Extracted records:
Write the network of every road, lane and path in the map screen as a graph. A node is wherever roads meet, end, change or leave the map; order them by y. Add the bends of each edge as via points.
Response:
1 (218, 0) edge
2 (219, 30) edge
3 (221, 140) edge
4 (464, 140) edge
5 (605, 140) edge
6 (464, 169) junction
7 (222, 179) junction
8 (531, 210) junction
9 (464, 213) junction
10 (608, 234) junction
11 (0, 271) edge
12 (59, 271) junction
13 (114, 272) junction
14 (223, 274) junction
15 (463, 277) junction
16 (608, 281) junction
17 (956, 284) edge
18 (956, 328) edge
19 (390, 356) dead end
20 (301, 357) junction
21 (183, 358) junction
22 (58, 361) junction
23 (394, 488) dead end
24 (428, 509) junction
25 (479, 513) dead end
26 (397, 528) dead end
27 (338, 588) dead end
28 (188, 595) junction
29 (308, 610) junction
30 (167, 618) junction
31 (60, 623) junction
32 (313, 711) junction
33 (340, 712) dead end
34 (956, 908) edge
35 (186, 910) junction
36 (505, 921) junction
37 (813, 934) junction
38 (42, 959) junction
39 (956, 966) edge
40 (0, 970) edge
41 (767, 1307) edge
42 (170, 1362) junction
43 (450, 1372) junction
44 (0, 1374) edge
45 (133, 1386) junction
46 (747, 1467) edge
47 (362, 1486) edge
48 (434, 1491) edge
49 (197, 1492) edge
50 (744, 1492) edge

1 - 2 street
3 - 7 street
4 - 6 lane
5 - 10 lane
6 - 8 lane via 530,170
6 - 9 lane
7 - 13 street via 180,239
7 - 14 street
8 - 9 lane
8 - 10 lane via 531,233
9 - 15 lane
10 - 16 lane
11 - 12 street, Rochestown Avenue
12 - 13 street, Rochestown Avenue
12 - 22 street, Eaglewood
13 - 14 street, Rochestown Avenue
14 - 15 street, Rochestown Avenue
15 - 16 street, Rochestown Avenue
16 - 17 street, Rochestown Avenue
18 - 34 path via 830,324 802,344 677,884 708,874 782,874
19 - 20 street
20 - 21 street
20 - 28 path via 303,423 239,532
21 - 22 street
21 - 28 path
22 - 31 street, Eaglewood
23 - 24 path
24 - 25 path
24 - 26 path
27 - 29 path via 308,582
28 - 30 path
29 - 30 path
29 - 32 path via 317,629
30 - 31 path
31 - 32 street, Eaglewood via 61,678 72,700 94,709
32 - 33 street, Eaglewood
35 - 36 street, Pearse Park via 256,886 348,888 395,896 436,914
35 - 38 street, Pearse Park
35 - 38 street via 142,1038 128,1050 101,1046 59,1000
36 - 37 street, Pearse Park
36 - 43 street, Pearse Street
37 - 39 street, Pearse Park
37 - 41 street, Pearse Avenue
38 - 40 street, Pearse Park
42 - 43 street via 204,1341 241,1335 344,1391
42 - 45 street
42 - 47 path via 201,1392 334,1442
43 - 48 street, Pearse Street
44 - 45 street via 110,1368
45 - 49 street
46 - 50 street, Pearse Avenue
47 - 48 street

WORK REQUIRED — Find all the lines with "Park" in the data and copy them.

ANSWER BELOW —
35 - 36 street, Pearse Park via 256,886 348,888 395,896 436,914
35 - 38 street, Pearse Park
36 - 37 street, Pearse Park
37 - 39 street, Pearse Park
38 - 40 street, Pearse Park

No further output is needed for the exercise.